Directions for this task:
Everything in the listing below should be written out again exactly, except the pictures.

[Information shown Boundary: Start]

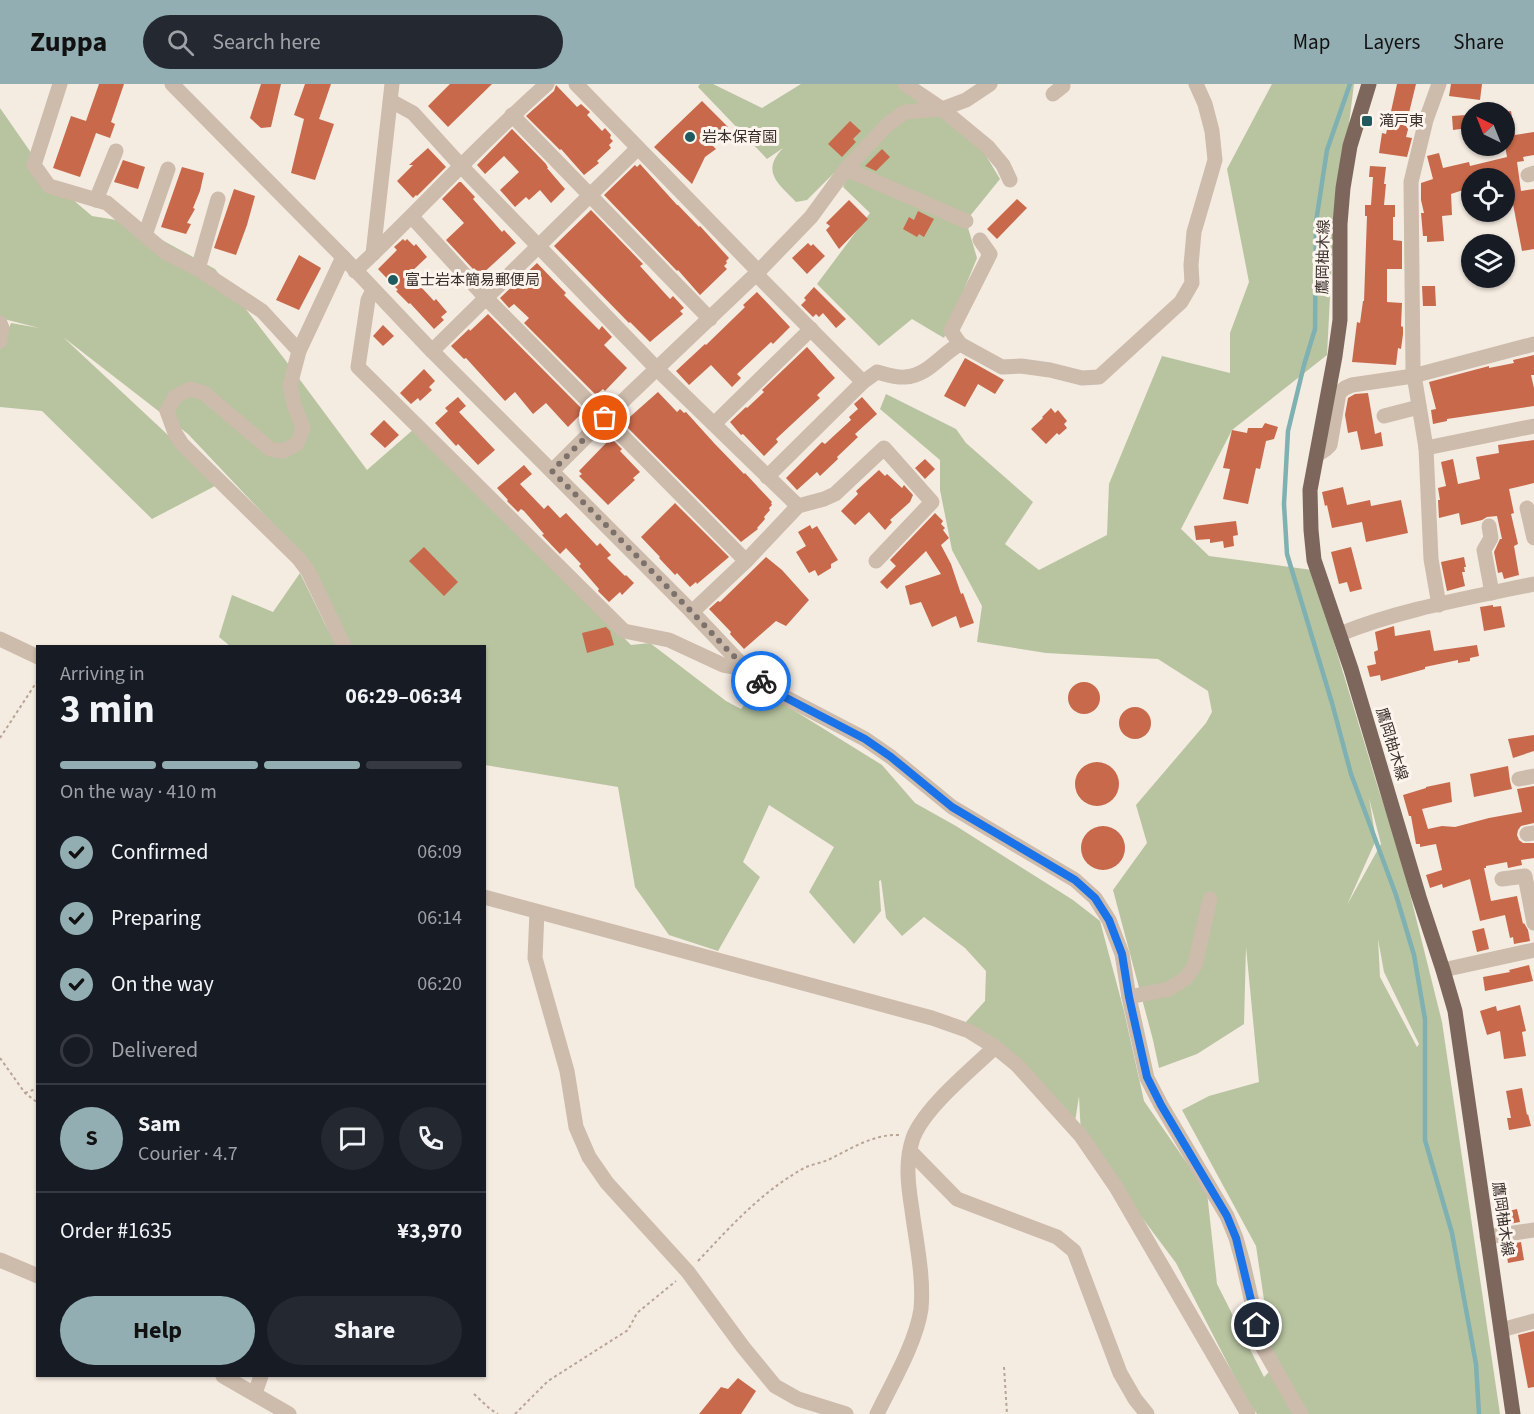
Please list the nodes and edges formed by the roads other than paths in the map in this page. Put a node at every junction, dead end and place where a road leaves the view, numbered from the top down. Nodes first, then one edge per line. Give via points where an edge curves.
1 (60, 84) edge
2 (172, 84) edge
3 (392, 84) edge
4 (547, 84) edge
5 (576, 84) edge
6 (905, 84) edge
7 (990, 84) edge
8 (1196, 84) edge
9 (1369, 84) edge
10 (1439, 84) edge
11 (391, 101) junction
12 (942, 109) junction
13 (512, 115) junction
14 (638, 148) junction
15 (116, 151) dead end
16 (462, 166) junction
17 (168, 169) dead end
18 (846, 169) junction
19 (1010, 180) dead end
20 (589, 196) junction
21 (218, 199) dead end
22 (96, 200) junction
23 (412, 217) junction
24 (966, 221) dead end
25 (145, 235) junction
26 (980, 240) dead end
27 (538, 245) junction
28 (373, 254) junction
29 (342, 257) junction
30 (198, 269) junction
31 (355, 271) junction
32 (757, 272) junction
33 (374, 290) junction
34 (486, 298) junction
35 (710, 319) junction
36 (0, 323) edge
37 (812, 330) junction
38 (0, 341) edge
39 (960, 344) junction
40 (1534, 344) edge
41 (299, 351) junction
42 (432, 351) junction
43 (657, 369) junction
44 (1413, 376) junction
45 (863, 382) junction
46 (1419, 407) junction
47 (1384, 416) dead end
48 (605, 418) junction
49 (714, 424) junction
50 (1534, 426) edge
51 (1426, 448) junction
52 (1317, 455) junction
53 (552, 471) junction
54 (767, 477) junction
55 (798, 506) junction
56 (1527, 508) dead end
57 (1489, 526) dead end
58 (1534, 538) edge
59 (746, 561) junction
60 (876, 561) dead end
61 (1534, 584) edge
62 (1492, 593) junction
63 (1439, 605) junction
64 (692, 612) junction
65 (1340, 634) junction
66 (0, 639) edge
67 (344, 645) edge
68 (36, 656) edge
69 (747, 669) junction
70 (1502, 879) dead end
71 (486, 898) edge
72 (1210, 899) dead end
73 (537, 912) junction
74 (1534, 923) edge
75 (1534, 950) edge
76 (1443, 970) junction
77 (1129, 997) junction
78 (995, 1047) junction
79 (910, 1151) junction
80 (1534, 1230) edge
81 (1487, 1237) junction
82 (0, 1260) edge
83 (36, 1275) edge
84 (1534, 1321) edge
85 (1501, 1330) junction
86 (225, 1377) edge
87 (261, 1377) edge
88 (255, 1393) junction
89 (289, 1414) edge
90 (846, 1414) edge
91 (877, 1414) edge
92 (1147, 1414) edge
93 (1248, 1414) edge
94 (1301, 1414) edge
95 (1513, 1414) edge

1 - 22 street via 34,165 49,186
2 - 29 street
3 - 11 street
4 - 13 street
5 - 14 street
6 - 12 street
7 - 12 street via 966,100
8 - 39 street via 1212,131 1215,160 1194,232 1192,283 1181,302 1099,377 1002,367
9 - 52 main road, 鷹岡柚木線 via 1350,146 1343,188 1340,320
10 - 44 street via 1411,182
11 - 16 street via 413,113
11 - 28 street
12 - 18 street via 905,112 888,124
12 - 19 street via 988,147
13 - 16 street
13 - 20 street
14 - 20 street
14 - 32 street
15 - 22 street
16 - 23 street
16 - 27 street
17 - 25 street
18 - 24 street
18 - 32 street via 811,217
20 - 27 street
20 - 35 street
21 - 30 street
22 - 25 street via 107,203
23 - 28 street
23 - 34 street
25 - 30 street via 165,252
26 - 39 street via 990,254 951,331
27 - 34 street
27 - 43 street
28 - 31 street
29 - 31 street
29 - 41 street
30 - 41 street via 262,311
31 - 33 street
32 - 35 street
32 - 37 street
33 - 42 street
33 - 69 street via 368,300 358,367 624,631 669,640 723,665
34 - 42 street
34 - 48 street
35 - 43 street
36 - 38 street
37 - 45 street
37 - 49 street
39 - 45 street via 922,374 903,378 877,372
40 - 44 street
41 - 67 street via 290,386 303,428 297,444 283,451 270,449 204,393 190,389 175,398 167,411 182,444 299,559
42 - 53 street
43 - 48 street
43 - 49 street
44 - 46 street
44 - 52 street via 1345,388 1339,393 1330,445
45 - 54 street
46 - 47 street
46 - 51 street
48 - 53 street
48 - 59 street
49 - 54 street
50 - 51 street
51 - 63 street via 1431,559
52 - 65 main road, 鷹岡柚木線 via 1310,490 1314,560
53 - 64 street
54 - 55 street
55 - 59 street
55 - 60 street via 834,494 884,448 933,502
56 - 58 street
57 - 62 street via 1491,538 1484,550
59 - 64 street
61 - 62 street
62 - 63 street
63 - 65 street
64 - 69 street
65 - 76 main road, 鷹岡柚木線
66 - 68 street
69 - 77 street via 775,692 865,739 952,807 1075,880 1095,898 1109,920 1122,954
70 - 74 street via 1525,876
71 - 73 street
72 - 77 street via 1195,965 1186,978 1169,989
73 - 78 street via 932,1018 969,1031
73 - 90 street via 535,958 567,1071 576,1127 590,1157 607,1183 688,1272 775,1386 798,1399
75 - 76 street
76 - 81 main road, 鷹岡柚木線 via 1455,1011
77 - 94 street via 1147,1077 1227,1216 1243,1263 1262,1346
78 - 79 street via 932,1108 914,1136
78 - 93 street via 1017,1065 1081,1136 1116,1187
79 - 91 street via 907,1176 921,1276 921,1310 912,1340
79 - 92 street via 957,1199 1057,1237 1074,1251 1120,1373
80 - 81 street
81 - 85 main road, 鷹岡柚木線
82 - 83 street
84 - 85 street
85 - 95 main road, 鷹岡柚木線
86 - 88 street
87 - 88 street
88 - 89 street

[Information shown Boundary: End]

Exercise answer:
Please list the nodes and edges formed by the roads other than paths in the map in this page. Put a node at every junction, dead end and place where a road leaves the view, numbered from the top down. Nodes first, then one edge per line. Give via points where an edge curves.
1 (60, 84) edge
2 (172, 84) edge
3 (392, 84) edge
4 (547, 84) edge
5 (576, 84) edge
6 (905, 84) edge
7 (990, 84) edge
8 (1196, 84) edge
9 (1369, 84) edge
10 (1439, 84) edge
11 (391, 101) junction
12 (942, 109) junction
13 (512, 115) junction
14 (638, 148) junction
15 (116, 151) dead end
16 (462, 166) junction
17 (168, 169) dead end
18 (846, 169) junction
19 (1010, 180) dead end
20 (589, 196) junction
21 (218, 199) dead end
22 (96, 200) junction
23 (412, 217) junction
24 (966, 221) dead end
25 (145, 235) junction
26 (980, 240) dead end
27 (538, 245) junction
28 (373, 254) junction
29 (342, 257) junction
30 (198, 269) junction
31 (355, 271) junction
32 (757, 272) junction
33 (374, 290) junction
34 (486, 298) junction
35 (710, 319) junction
36 (0, 323) edge
37 (812, 330) junction
38 (0, 341) edge
39 (960, 344) junction
40 (1534, 344) edge
41 (299, 351) junction
42 (432, 351) junction
43 (657, 369) junction
44 (1413, 376) junction
45 (863, 382) junction
46 (1419, 407) junction
47 (1384, 416) dead end
48 (605, 418) junction
49 (714, 424) junction
50 (1534, 426) edge
51 (1426, 448) junction
52 (1317, 455) junction
53 (552, 471) junction
54 (767, 477) junction
55 (798, 506) junction
56 (1527, 508) dead end
57 (1489, 526) dead end
58 (1534, 538) edge
59 (746, 561) junction
60 (876, 561) dead end
61 (1534, 584) edge
62 (1492, 593) junction
63 (1439, 605) junction
64 (692, 612) junction
65 (1340, 634) junction
66 (0, 639) edge
67 (344, 645) edge
68 (36, 656) edge
69 (747, 669) junction
70 (1502, 879) dead end
71 (486, 898) edge
72 (1210, 899) dead end
73 (537, 912) junction
74 (1534, 923) edge
75 (1534, 950) edge
76 (1443, 970) junction
77 (1129, 997) junction
78 (995, 1047) junction
79 (910, 1151) junction
80 (1534, 1230) edge
81 (1487, 1237) junction
82 (0, 1260) edge
83 (36, 1275) edge
84 (1534, 1321) edge
85 (1501, 1330) junction
86 (225, 1377) edge
87 (261, 1377) edge
88 (255, 1393) junction
89 (289, 1414) edge
90 (846, 1414) edge
91 (877, 1414) edge
92 (1147, 1414) edge
93 (1248, 1414) edge
94 (1301, 1414) edge
95 (1513, 1414) edge

1 - 22 street via 34,165 49,186
2 - 29 street
3 - 11 street
4 - 13 street
5 - 14 street
6 - 12 street
7 - 12 street via 966,100
8 - 39 street via 1212,131 1215,160 1194,232 1192,283 1181,302 1099,377 1002,367
9 - 52 main road, 鷹岡柚木線 via 1350,146 1343,188 1340,320
10 - 44 street via 1411,182
11 - 16 street via 413,113
11 - 28 street
12 - 18 street via 905,112 888,124
12 - 19 street via 988,147
13 - 16 street
13 - 20 street
14 - 20 street
14 - 32 street
15 - 22 street
16 - 23 street
16 - 27 street
17 - 25 street
18 - 24 street
18 - 32 street via 811,217
20 - 27 street
20 - 35 street
21 - 30 street
22 - 25 street via 107,203
23 - 28 street
23 - 34 street
25 - 30 street via 165,252
26 - 39 street via 990,254 951,331
27 - 34 street
27 - 43 street
28 - 31 street
29 - 31 street
29 - 41 street
30 - 41 street via 262,311
31 - 33 street
32 - 35 street
32 - 37 street
33 - 42 street
33 - 69 street via 368,300 358,367 624,631 669,640 723,665
34 - 42 street
34 - 48 street
35 - 43 street
36 - 38 street
37 - 45 street
37 - 49 street
39 - 45 street via 922,374 903,378 877,372
40 - 44 street
41 - 67 street via 290,386 303,428 297,444 283,451 270,449 204,393 190,389 175,398 167,411 182,444 299,559
42 - 53 street
43 - 48 street
43 - 49 street
44 - 46 street
44 - 52 street via 1345,388 1339,393 1330,445
45 - 54 street
46 - 47 street
46 - 51 street
48 - 53 street
48 - 59 street
49 - 54 street
50 - 51 street
51 - 63 street via 1431,559
52 - 65 main road, 鷹岡柚木線 via 1310,490 1314,560
53 - 64 street
54 - 55 street
55 - 59 street
55 - 60 street via 834,494 884,448 933,502
56 - 58 street
57 - 62 street via 1491,538 1484,550
59 - 64 street
61 - 62 street
62 - 63 street
63 - 65 street
64 - 69 street
65 - 76 main road, 鷹岡柚木線
66 - 68 street
69 - 77 street via 775,692 865,739 952,807 1075,880 1095,898 1109,920 1122,954
70 - 74 street via 1525,876
71 - 73 street
72 - 77 street via 1195,965 1186,978 1169,989
73 - 78 street via 932,1018 969,1031
73 - 90 street via 535,958 567,1071 576,1127 590,1157 607,1183 688,1272 775,1386 798,1399
75 - 76 street
76 - 81 main road, 鷹岡柚木線 via 1455,1011
77 - 94 street via 1147,1077 1227,1216 1243,1263 1262,1346
78 - 79 street via 932,1108 914,1136
78 - 93 street via 1017,1065 1081,1136 1116,1187
79 - 91 street via 907,1176 921,1276 921,1310 912,1340
79 - 92 street via 957,1199 1057,1237 1074,1251 1120,1373
80 - 81 street
81 - 85 main road, 鷹岡柚木線
82 - 83 street
84 - 85 street
85 - 95 main road, 鷹岡柚木線
86 - 88 street
87 - 88 street
88 - 89 street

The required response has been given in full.